Scientists scanned the brains of 15 health volunteers naive to meditation using arterial spin labeling magnetic resonance imaging (ASL MRI). During the scan, a heat device was placed on the right legs of subjects that warmed the area to 120 degrees Fahrenheit over 5 minutes. Most people experience this stimulus as painful.
The scans were conducted prior to meditation and after four 20 minute classes in a technique known as focused attention. In focused attention people pay attention to their breath while letting go of distracting thoughts or emotions.
Amazingly, after meditation training, pain intensity was reported to be 40% less on average, while pain unpleasantness was rated 57% lower. Every participant rated their pain lower after meditation from an 11% reduction up to a 93% reduction. Most opiate painkillers reduce pain by 25%.

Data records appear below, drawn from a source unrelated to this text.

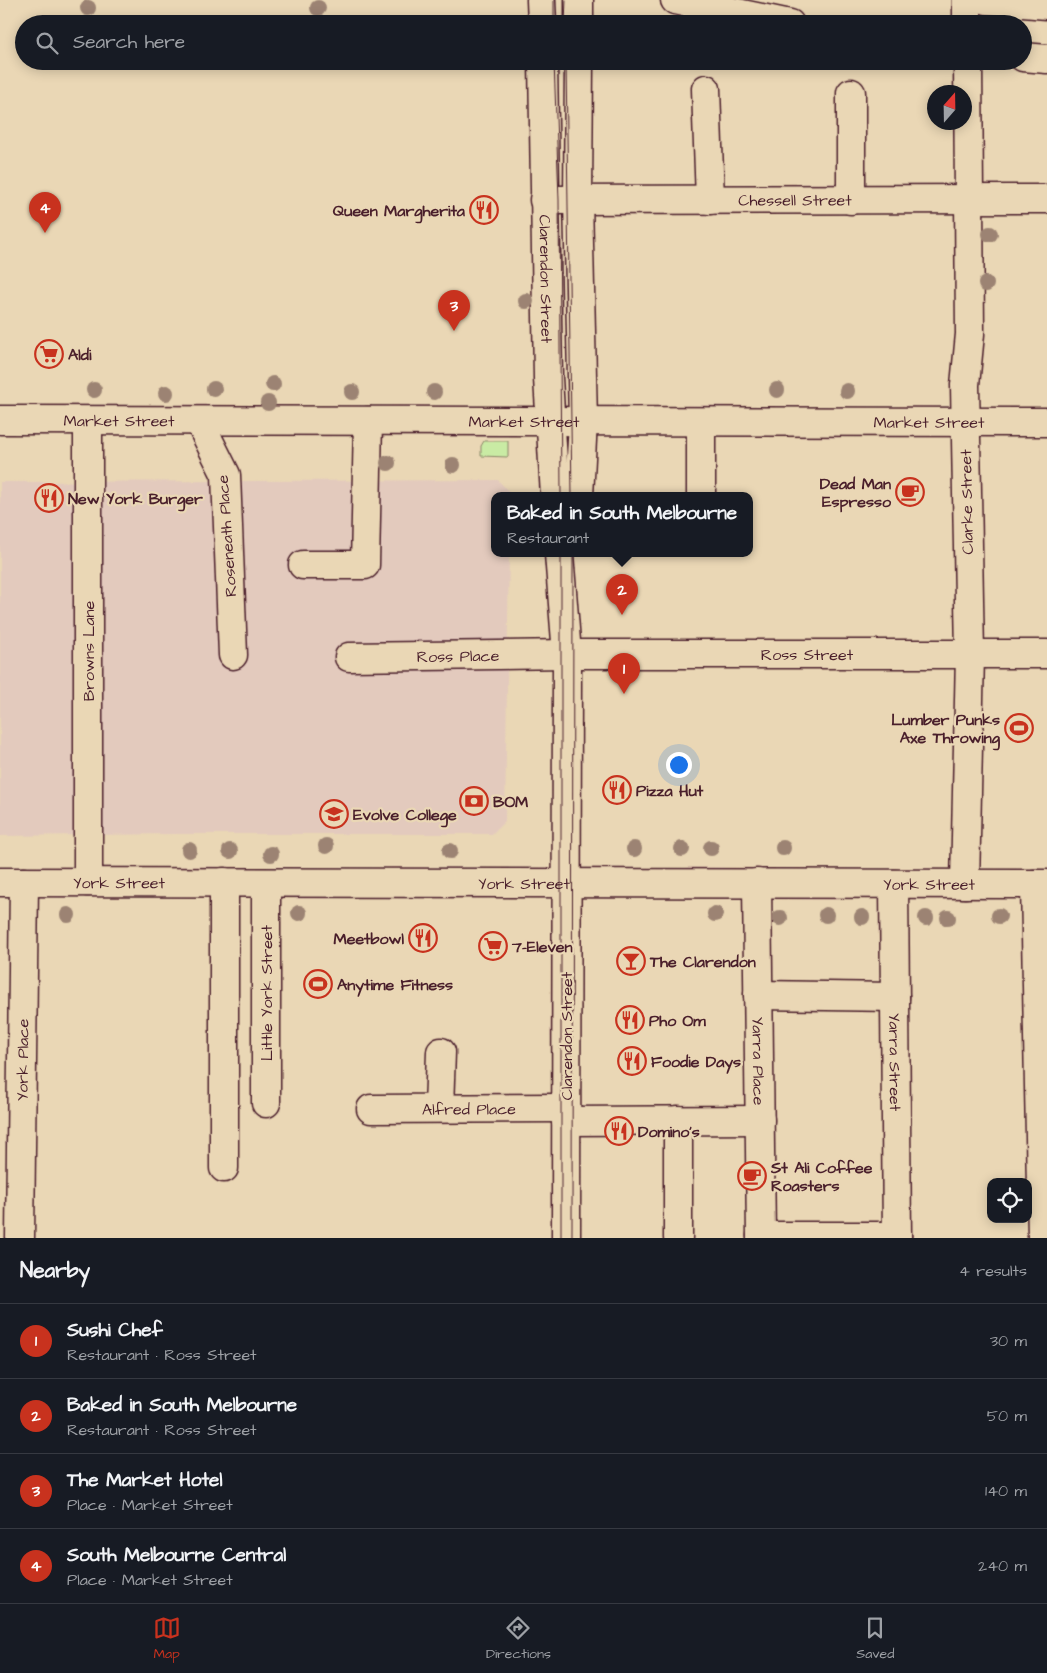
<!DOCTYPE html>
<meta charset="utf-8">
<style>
:root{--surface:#171b24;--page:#242831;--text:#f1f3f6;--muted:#9ea1a6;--line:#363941;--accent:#c8321e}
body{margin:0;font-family:"Architects Daughter",sans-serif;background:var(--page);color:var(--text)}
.controls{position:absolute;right:15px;bottom:15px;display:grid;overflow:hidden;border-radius:10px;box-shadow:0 2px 12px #0003}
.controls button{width:45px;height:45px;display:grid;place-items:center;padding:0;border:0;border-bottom:1px solid var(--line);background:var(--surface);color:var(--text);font:25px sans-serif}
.compass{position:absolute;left:927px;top:85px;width:45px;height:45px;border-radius:50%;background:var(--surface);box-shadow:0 2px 12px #0003;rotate:20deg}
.you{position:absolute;left:678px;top:764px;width:18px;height:18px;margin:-12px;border:4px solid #fff;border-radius:50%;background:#1a73e8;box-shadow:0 0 0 8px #1a73e833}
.badge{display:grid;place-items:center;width:32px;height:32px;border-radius:50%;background:var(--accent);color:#fff;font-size:16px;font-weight:700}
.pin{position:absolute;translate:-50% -41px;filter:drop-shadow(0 1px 2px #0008)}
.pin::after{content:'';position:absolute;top:26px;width:18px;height:15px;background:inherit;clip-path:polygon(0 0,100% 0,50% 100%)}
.popup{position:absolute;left:491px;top:492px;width:262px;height:65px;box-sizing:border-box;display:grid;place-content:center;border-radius:10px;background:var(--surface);filter:drop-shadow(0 1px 4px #0005);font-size:16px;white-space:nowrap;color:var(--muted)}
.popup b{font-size:19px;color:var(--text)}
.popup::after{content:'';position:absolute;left:50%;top:100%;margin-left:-10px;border:10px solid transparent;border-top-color:var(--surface)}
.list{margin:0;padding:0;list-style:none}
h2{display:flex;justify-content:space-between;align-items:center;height:65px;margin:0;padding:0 20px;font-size:21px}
h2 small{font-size:16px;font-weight:400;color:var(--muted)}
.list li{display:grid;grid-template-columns:32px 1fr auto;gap:15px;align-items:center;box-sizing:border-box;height:75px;padding:0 20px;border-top:1px solid var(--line)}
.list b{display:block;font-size:19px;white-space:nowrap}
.list p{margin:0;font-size:16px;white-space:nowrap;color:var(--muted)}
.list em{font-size:16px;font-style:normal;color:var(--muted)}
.icon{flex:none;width:28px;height:28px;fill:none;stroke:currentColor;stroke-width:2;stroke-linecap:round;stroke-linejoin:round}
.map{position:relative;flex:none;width:1047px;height:1238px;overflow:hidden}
.search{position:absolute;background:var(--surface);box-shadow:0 2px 12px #0003;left:15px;right:15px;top:15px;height:55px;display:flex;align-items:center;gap:12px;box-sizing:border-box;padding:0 18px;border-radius:28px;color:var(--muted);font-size:19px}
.sheet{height:365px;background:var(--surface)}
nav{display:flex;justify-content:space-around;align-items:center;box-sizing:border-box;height:70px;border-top:1px solid var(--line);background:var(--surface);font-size:14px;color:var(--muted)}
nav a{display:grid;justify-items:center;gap:2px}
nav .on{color:var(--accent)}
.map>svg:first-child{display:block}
.built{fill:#e3cabd}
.green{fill:#c9eba4;stroke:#8a8568}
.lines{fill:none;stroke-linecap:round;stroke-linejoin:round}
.minor-casing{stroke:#4a1f2b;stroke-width:31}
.major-casing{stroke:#4a1f2b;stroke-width:31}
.highway-casing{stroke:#4a1f2b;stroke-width:31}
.minor{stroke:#ead7b5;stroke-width:28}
.major{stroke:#ead7b5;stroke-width:28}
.highway{stroke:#ead7b5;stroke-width:28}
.tram{stroke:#4a1f2b;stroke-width:1}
.tree{fill:#9c8373}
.labels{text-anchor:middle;stroke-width:4.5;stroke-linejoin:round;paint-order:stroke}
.street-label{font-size:16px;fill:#4a1f2b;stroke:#ead7b5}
.poi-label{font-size:16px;font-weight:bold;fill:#4a1f2b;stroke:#ead7b5;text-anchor:start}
</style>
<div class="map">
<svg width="1047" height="1238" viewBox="0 0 1047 1238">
<rect width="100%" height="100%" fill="#ead7b5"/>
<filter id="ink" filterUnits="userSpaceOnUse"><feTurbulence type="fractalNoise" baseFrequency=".02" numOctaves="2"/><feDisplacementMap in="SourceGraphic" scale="10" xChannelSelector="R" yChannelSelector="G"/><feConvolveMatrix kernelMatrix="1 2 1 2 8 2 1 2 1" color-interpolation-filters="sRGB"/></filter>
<g filter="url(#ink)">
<path class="built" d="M498,480L509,492V496H494V554H509L505,821L492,834H177L0,836V482Z"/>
<path class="green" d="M484,441H508V457L481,456V446Z"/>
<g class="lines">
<defs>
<g id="minor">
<path d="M967,0V24"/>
<path d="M706,89L710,200"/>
<path d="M851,93V200"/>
<path id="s1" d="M544,200L1047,199"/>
<path id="s2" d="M0,420L1047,422"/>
<path d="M199,421L226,475L233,655"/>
<path d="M701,496V422"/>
<path d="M303,565H365L368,421"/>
<path id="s3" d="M349,657L567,654H1047"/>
<path id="s4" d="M0,882L1047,884"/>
<path d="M88,882V421"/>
<path d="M266,883V1103"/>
<path id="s5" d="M757,883L761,1238"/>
<path id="s6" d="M894,884L897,1238"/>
<path d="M965,884L970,654L965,385L970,334L968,61"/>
<path d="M1035,884L1042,1238"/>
<path d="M758,995L895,997"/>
<path d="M439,1108L441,1052"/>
<path id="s7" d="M371,1109L566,1108"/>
<path d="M678,1120V1238"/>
<path d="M566,1121L760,1120"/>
<path d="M224,1168V882"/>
<path d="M761,1236H897"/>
<path id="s8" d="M20,1238L24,882"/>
</g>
<g id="major">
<path d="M541,0L542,24"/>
<path d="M579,24V0"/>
<path id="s9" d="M543,61L548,378L555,496"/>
<path d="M579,61L578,200L583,421L579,496"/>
<path d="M559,554L567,654L566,1238"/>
</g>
<path id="highway" d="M675,0L790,24
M987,0L1047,5
M1023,57L1047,59"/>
</defs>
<use href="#minor" class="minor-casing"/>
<use href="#major" class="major-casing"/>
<use href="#highway" class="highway-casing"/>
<use href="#minor" class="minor"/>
<use href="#major" class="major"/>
<use href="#highway" class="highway"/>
<path class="tram" d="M554,24V0
M565,24L566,0
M554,61L559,200L561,496
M566,61L572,496
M561,1238V554
M572,1238L573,554"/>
</g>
<g class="tree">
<circle cx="88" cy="8" r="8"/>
<circle cx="318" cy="8" r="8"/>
<circle cx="990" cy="234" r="8"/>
<circle cx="986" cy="284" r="8"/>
<circle cx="526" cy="301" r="8"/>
<circle cx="273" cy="384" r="8"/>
<circle cx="214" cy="389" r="8"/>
<circle cx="94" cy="390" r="8"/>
<circle cx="777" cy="390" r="8"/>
<circle cx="847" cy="391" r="8"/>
<circle cx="352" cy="392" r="8"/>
<circle cx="434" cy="392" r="8"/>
<circle cx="166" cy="393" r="8"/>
<circle cx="268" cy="403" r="8"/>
<circle cx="388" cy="463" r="8"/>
<circle cx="453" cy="465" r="8"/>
<circle cx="326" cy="846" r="8"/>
<circle cx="711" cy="848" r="8"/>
<circle cx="783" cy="848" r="8"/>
<circle cx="634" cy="849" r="8"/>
<circle cx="682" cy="849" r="8"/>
<circle cx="189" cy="850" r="8"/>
<circle cx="230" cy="851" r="8"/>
<circle cx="450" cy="851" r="8"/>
<circle cx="271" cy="854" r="8"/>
<circle cx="299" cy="913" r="8"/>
<circle cx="715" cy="914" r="8"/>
<circle cx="68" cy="915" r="8"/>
<circle cx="826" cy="915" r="8"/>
<circle cx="999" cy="916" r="8"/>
<circle cx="862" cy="917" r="8"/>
<circle cx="780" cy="918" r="8"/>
<circle cx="926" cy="918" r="8"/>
<circle cx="948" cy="918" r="8"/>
</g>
</g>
<defs>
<symbol id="restaurant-ring" viewBox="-11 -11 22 22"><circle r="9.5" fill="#ead7b5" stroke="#c8321e" stroke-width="1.5"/><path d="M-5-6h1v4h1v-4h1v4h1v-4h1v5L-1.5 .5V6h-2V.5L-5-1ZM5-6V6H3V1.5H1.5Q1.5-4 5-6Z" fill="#c8321e"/></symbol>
<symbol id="supermarket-ring" viewBox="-11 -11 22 22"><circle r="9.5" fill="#ead7b5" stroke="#c8321e" stroke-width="1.5"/><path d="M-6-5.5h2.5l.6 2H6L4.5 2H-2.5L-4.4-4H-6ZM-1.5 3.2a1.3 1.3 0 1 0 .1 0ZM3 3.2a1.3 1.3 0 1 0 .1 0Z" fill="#c8321e"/></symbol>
<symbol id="cafe-ring" viewBox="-11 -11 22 22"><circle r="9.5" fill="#ead7b5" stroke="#c8321e" stroke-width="1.5"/><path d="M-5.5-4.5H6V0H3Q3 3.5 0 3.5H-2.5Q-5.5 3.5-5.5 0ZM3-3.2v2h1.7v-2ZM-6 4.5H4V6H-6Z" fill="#c8321e"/></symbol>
<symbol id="stadium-ring" viewBox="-11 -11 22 22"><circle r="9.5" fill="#ead7b5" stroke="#c8321e" stroke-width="1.5"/><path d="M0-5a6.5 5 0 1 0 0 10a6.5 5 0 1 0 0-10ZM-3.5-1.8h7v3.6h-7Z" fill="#c8321e"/></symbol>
<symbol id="bank-ring" viewBox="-11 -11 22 22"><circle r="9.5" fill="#ead7b5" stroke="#c8321e" stroke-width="1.5"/><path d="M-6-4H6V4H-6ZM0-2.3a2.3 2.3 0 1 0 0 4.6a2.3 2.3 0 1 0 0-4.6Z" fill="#c8321e"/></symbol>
<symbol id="university-ring" viewBox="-11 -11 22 22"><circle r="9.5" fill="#ead7b5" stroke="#c8321e" stroke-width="1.5"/><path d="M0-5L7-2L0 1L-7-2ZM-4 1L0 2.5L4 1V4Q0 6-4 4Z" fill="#c8321e"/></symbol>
<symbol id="bar-ring" viewBox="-11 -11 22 22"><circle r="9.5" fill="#ead7b5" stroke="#c8321e" stroke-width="1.5"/><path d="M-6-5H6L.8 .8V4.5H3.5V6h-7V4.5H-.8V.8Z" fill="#c8321e"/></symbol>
</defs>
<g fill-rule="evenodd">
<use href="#restaurant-ring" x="468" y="194" width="32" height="32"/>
<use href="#supermarket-ring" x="33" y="338" width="32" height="32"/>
<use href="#cafe-ring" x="894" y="476" width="32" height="32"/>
<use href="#restaurant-ring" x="33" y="482" width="32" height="32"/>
<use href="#stadium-ring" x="1003" y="712" width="32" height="32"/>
<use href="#restaurant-ring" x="601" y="774" width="32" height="32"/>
<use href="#bank-ring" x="458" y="785" width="32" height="32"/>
<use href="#university-ring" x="318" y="798" width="32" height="32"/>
<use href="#restaurant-ring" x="407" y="922" width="32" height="32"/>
<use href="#supermarket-ring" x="477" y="930" width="32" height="32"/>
<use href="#bar-ring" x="615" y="945" width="32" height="32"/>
<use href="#stadium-ring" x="302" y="968" width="32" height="32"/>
<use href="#restaurant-ring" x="614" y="1004" width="32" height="32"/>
<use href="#restaurant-ring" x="616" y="1045" width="32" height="32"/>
<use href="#restaurant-ring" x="603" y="1115" width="32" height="32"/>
<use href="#cafe-ring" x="736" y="1160" width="32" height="32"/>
</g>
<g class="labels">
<g class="street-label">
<text dy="6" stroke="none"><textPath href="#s1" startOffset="251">Chessell Street</textPath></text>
<text dy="6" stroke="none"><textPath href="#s9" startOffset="218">Clarendon Street</textPath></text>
<text dy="6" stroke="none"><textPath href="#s2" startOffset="119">Market Street</textPath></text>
<text dy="6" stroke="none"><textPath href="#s2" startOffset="524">Market Street</textPath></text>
<text dy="6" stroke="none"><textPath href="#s2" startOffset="929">Market Street</textPath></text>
<text transform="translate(966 502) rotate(-91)" y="6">Clarke Street</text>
<text transform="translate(226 536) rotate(-94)" y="6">Roseneath Place</text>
<text transform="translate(88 651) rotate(-90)" y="6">Browns Lane</text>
<text dy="6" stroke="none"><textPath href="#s3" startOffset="458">Ross Street</textPath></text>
<text dy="6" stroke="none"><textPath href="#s3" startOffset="109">Ross Place</textPath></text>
<text dy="6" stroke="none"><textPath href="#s4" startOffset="119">York Street</textPath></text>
<text dy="6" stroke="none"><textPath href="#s4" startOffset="524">York Street</textPath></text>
<text dy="6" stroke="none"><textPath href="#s4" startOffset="929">York Street</textPath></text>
<text transform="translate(266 993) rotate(-90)" y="6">Little York Street</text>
<text transform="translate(566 1036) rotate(-90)" y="6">Clarendon Street</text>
<text dy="6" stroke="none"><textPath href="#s8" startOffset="178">York Place</textPath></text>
<text dy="6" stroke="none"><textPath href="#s5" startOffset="178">Yarra Place</textPath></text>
<text dy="6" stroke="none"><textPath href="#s6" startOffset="178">Yarra Street</textPath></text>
<text dy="6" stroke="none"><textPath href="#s7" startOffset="98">Alfred Place</textPath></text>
</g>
<g class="poi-label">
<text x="465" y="216" text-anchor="end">Queen Margherita</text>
<text x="68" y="360">Aldi</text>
<text x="891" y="489" text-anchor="end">Dead Man<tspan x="891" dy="18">Espresso</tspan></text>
<text x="68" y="504">New York Burger</text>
<text x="1000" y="725" text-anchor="end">Lumber Punks<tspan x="1000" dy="18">Axe Throwing</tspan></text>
<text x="636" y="796">Pizza Hut</text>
<text x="493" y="807">BOM</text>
<text x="353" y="820">Evolve College</text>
<text x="404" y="944" text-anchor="end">Meetbowl</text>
<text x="512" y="952">7-Eleven</text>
<text x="650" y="967">The Clarendon</text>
<text x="337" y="990">Anytime Fitness</text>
<text x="649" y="1026">Pho Om</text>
<text x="651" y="1067">Foodie Days</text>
<text x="638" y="1137">Domino's</text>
<text x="771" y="1173">St Ali Coffee<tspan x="771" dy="18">Roasters</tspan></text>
</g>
</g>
</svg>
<div class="controls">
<button><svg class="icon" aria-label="locate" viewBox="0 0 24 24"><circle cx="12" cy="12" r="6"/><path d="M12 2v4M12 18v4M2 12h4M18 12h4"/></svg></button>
</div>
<svg class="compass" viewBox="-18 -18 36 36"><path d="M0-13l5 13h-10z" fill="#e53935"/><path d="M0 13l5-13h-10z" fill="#9ea1a6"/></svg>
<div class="you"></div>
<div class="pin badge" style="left:624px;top:694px">1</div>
<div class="pin badge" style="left:622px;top:615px">2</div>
<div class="popup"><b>Baked in South Melbourne</b>Restaurant</div>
<div class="pin badge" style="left:454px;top:331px">3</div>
<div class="pin badge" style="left:45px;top:233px">4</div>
<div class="search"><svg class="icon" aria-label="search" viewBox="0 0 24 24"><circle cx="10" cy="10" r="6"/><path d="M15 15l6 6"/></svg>Search here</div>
</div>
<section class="sheet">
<h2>Nearby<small>4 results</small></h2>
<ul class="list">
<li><span class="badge">1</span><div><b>Sushi Chef</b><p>Restaurant · Ross Street</p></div><em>30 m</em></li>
<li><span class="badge">2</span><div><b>Baked in South Melbourne</b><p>Restaurant · Ross Street</p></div><em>50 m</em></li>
<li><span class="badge">3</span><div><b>The Market Hotel</b><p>Place · Market Street</p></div><em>140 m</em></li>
<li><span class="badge">4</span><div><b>South Melbourne Central</b><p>Place · Market Street</p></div><em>240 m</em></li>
</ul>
</section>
<nav>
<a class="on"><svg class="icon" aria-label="map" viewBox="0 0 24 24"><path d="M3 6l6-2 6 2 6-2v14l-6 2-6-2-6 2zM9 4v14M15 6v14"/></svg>Map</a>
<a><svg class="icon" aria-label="directions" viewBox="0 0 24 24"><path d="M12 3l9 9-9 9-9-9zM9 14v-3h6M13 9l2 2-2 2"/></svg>Directions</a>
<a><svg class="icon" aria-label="saved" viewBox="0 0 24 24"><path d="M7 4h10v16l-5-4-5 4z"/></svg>Saved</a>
</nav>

The scientists reported that brain activity was reduced in the primary somatosensory cortex while increased in the anterior cingulate cortex, anterior insula, and orbiot-frontal cortex after meditation. These areas of the brain are involved in feeling the location and intensity of pain as well as creating the experience of the pain. It appears that meditation works on multiple areas of the brain responsible for multiple pathways that process the experience of pain.
Although the results of this study are limited by the small number of participants, the implications of this information is intriguing. Meditation produced dramatic pain-reducing effects after only 1 hour 20 minutes of instruction. The potential to reduce pain was greater than traditional pain medications.